DS Q&A

What is regularization? The differences between Lasso vs Ridge?

Regularization: A process of adding a tuning parameter to a model to induce smoothness of the weights (prevent the coefficients to fit so perfectly) in order to prevent overfitting. It is most often done by adding a constant multiple to an existing weight vector, the constant can be any norm (sometimes it will be Lasso or Ridge). Then the model predictions minimize the regularized loss function.

L2 (Ridge): the sum of the square of the weights, it has analytical solution, higher computational efficiency.

L1 (Lasso): the sum of the absolute value of the weights, it performs feature selection better in sparse cases.

How to deal with overfitting?

use simple models

choose the parameters properly when using a learning algorithm.

Cross Validation: A standard way to find out-of-sample prediction error. This is better representative of the error you would expect when you're trying to predict a future value, rather than just how well you can fit the data at hand.

Regularization：Some sort of regularization can help penalize certain sources of overfitting. A common one you can use in linear models is Ridge Regression or LASSO, where your penalize your model if the sum of the norms of the slopes get too high.

disadvantages of linear regression?

Linear regressions are sensitive to outliers.

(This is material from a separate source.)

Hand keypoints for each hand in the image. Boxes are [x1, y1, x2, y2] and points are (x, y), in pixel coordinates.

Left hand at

Linear regressions are meant to describe linear relationships between variables. (However, this can be compensated by transforming some of the parameters with a log, square root, etc. transformation.)

Linear regression assumes that the data are independent.

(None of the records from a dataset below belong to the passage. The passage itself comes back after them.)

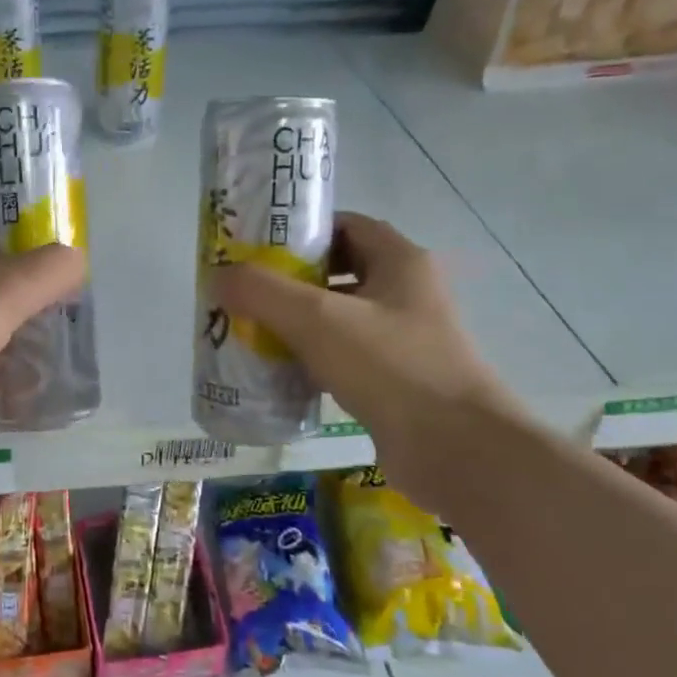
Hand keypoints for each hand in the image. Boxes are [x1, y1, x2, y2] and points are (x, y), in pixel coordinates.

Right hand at [211, 213, 520, 492]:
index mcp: (400, 262)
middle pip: (338, 271)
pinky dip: (310, 359)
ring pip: (338, 317)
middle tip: (245, 291)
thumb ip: (263, 291)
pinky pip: (343, 357)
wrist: (456, 450)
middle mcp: (406, 294)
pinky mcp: (395, 381)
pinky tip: (276, 371)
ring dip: (296, 322)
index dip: (303, 231)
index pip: (346, 226)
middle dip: (290, 280)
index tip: (257, 247)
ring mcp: (403, 340)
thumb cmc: (391, 367)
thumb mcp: (317, 318)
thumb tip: (219, 276)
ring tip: (250, 330)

Explain what precision and recall are. How do they relate to the ROC curve?

In binary classification:
1). TN / True Negative: case was negative and predicted negative
2). TP / True Positive: case was positive and predicted positive
3). FN / False Negative:case was positive but predicted negative
4). FP / False Positive: case was negative but predicted positive

Precision:
TP/(TP+FP), the probability that the true positive among the predicted positive, a measure of how many of the samples predicted by the classifier as positive is indeed positive.

Recall:
TP/(TP+FN), the probability that the true positive among the conditioned positive, a measure of how many of the positive samples have been identified as being positive.

ROC
ROC curve represents a relation between sensitivity(recall) and specificity(not precision) and is commonly used to measure the performance of binary classifiers.

What is "long" ("tall") and "wide" format data, and the basic ways to deal with the data?

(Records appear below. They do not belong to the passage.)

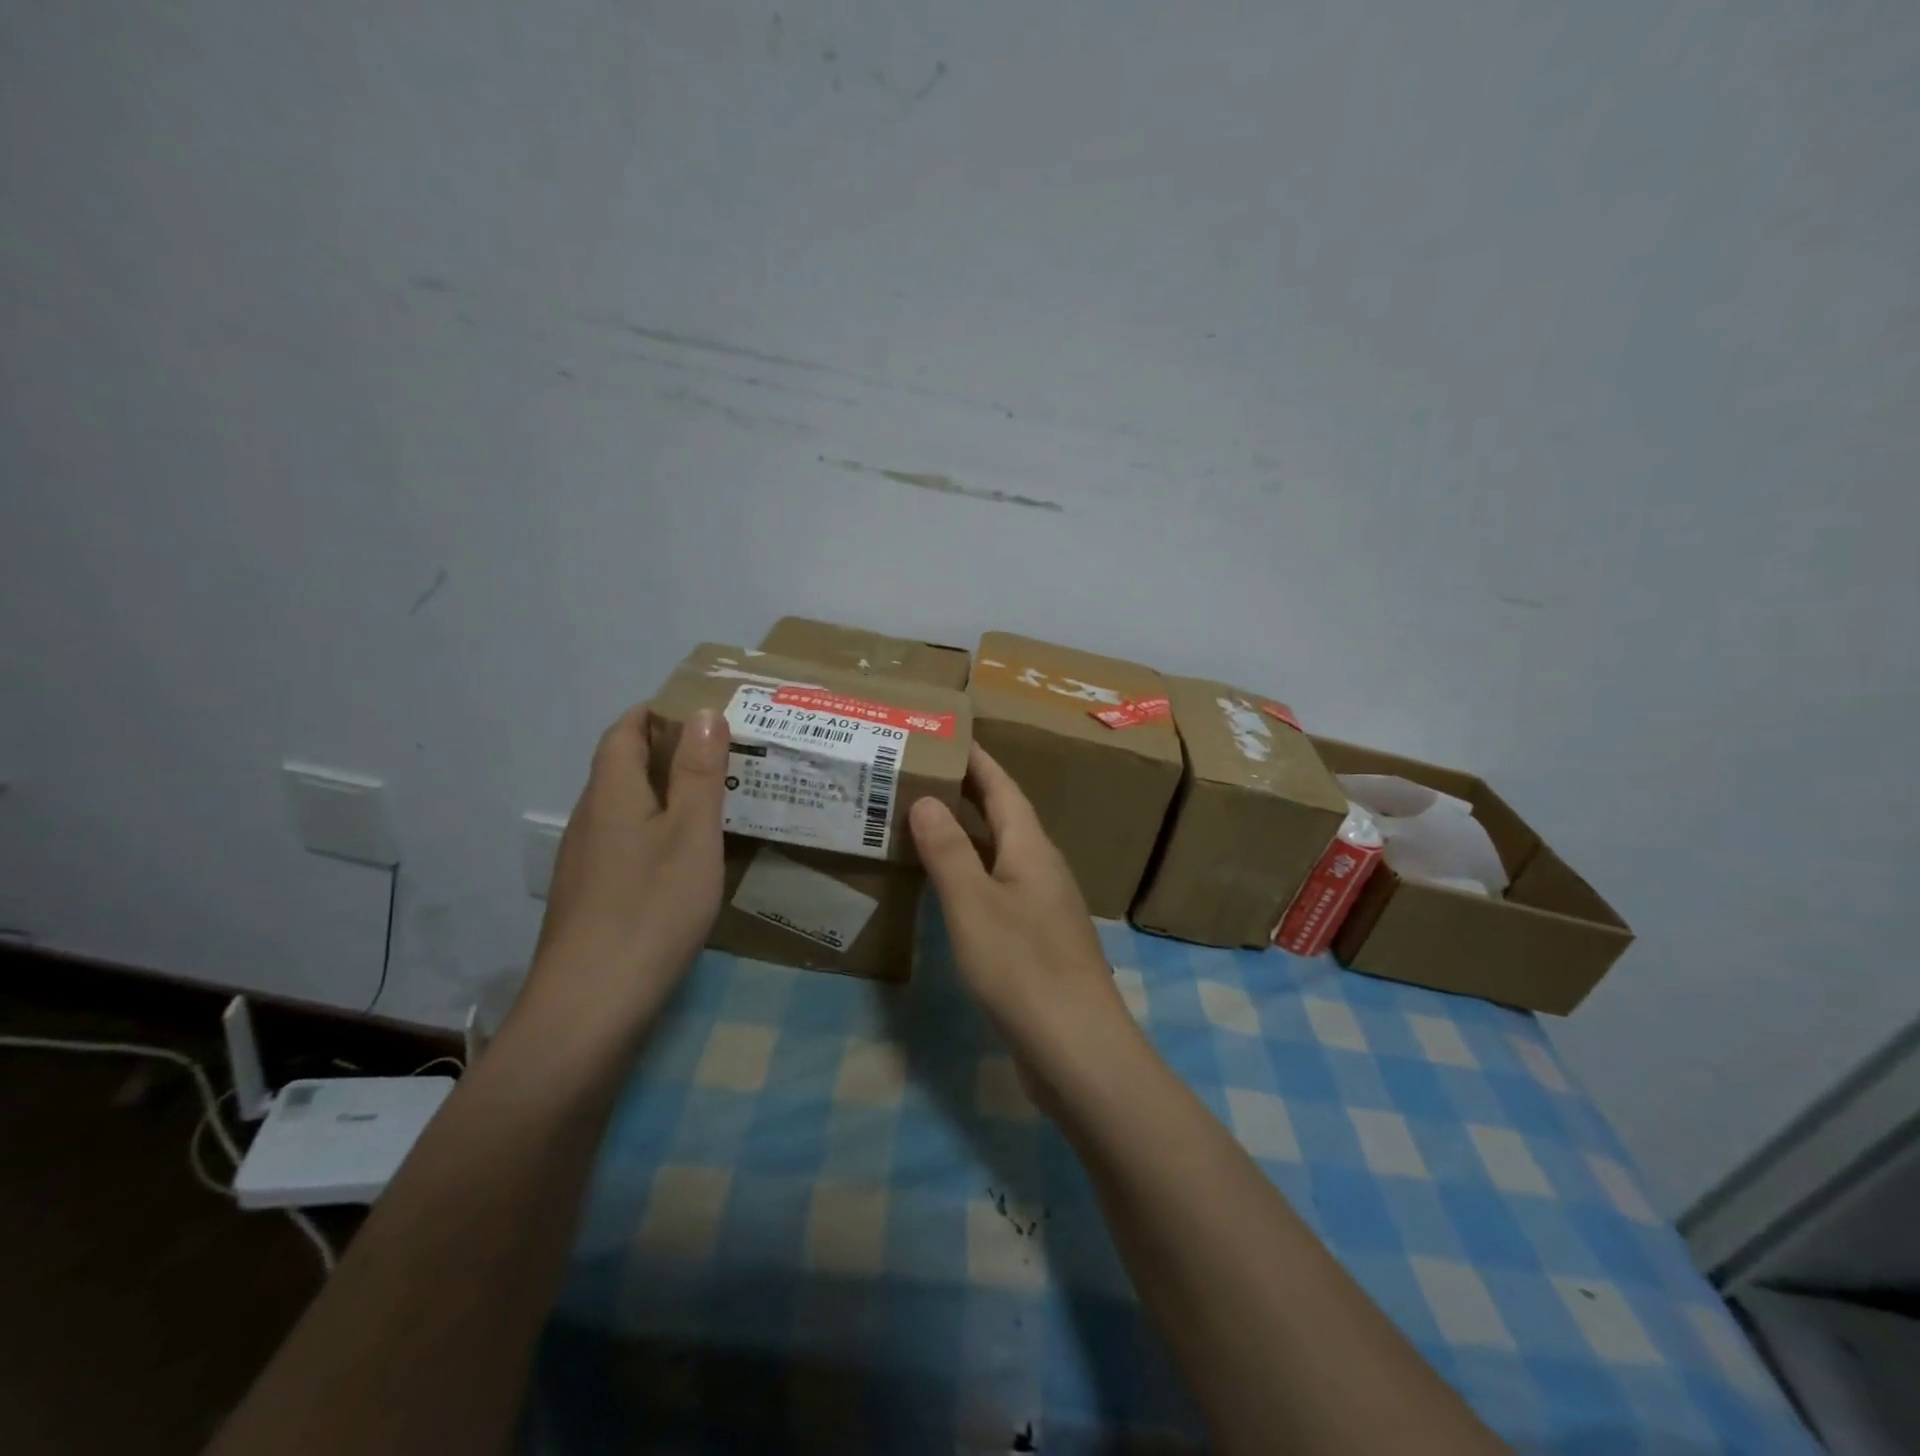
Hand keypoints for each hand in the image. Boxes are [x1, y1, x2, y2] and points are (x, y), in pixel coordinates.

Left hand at [524, 705, 729, 1030]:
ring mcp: (585, 862)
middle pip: (622, 769)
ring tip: (714, 801)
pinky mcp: (590, 898)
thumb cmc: (651, 908)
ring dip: (664, 794)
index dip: (655, 713)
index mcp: (612, 794)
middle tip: (723, 755)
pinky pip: (625, 844)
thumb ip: (699, 773)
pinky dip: (656, 832)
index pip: (624, 732)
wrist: (590, 1005)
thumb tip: (704, 713)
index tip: (699, 711)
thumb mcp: (691, 834)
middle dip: (667, 752)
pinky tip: (685, 860)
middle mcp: (590, 820)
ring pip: (625, 809)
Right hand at [909, 746, 1141, 1101]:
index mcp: (1031, 848)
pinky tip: (951, 888)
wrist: (1077, 1048)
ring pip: (1002, 854)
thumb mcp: (973, 904)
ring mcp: (1045, 906)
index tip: (949, 736)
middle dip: (969, 793)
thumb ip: (948, 851)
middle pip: (1005, 817)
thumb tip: (927, 800)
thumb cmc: (1022, 966)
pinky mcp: (1040, 940)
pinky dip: (973, 875)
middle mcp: (1043, 868)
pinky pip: (1001, 888)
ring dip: (969, 834)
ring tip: (927, 823)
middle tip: (925, 774)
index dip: (977, 761)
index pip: (1003, 788)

“Long ” format data: many more records (rows) than features (columns), the main method to deal with this kind of data is sample reduction or feature engineering (such as extract more features).

“Wide” format data: a small number of records but a large number of features, the main method to deal with this kind of data is dimensionality reduction (such as feature selection, feature reduction like PCA).

What is the differences between supervised learning and unsupervised learning? Give me examples.

Supervised Learning: if you are training your machine learning task for every input with corresponding target, it is called supervised learning, which will be able to provide target for any new input after sufficient training.
i.e: You have a dataset including three-cluster data, you want to train a model and predict which class it belongs when there is new input.

Unsupervised Learning: if you are training your machine learning task only with a set of inputs, it is called unsupervised learning, which will be able to find the structure or relationships between different inputs.
i.e.: You have a dataset, you want to train a model to divide the data into several clusters.

During analysis, how do you treat missing values?

Should we even treat missing values is another important point to consider? If 80% of the values for a variable are missing then you may drop the variable instead of treating the missing values.

Deleting the observations: when your have sufficient data points and your delete will not introduce bias.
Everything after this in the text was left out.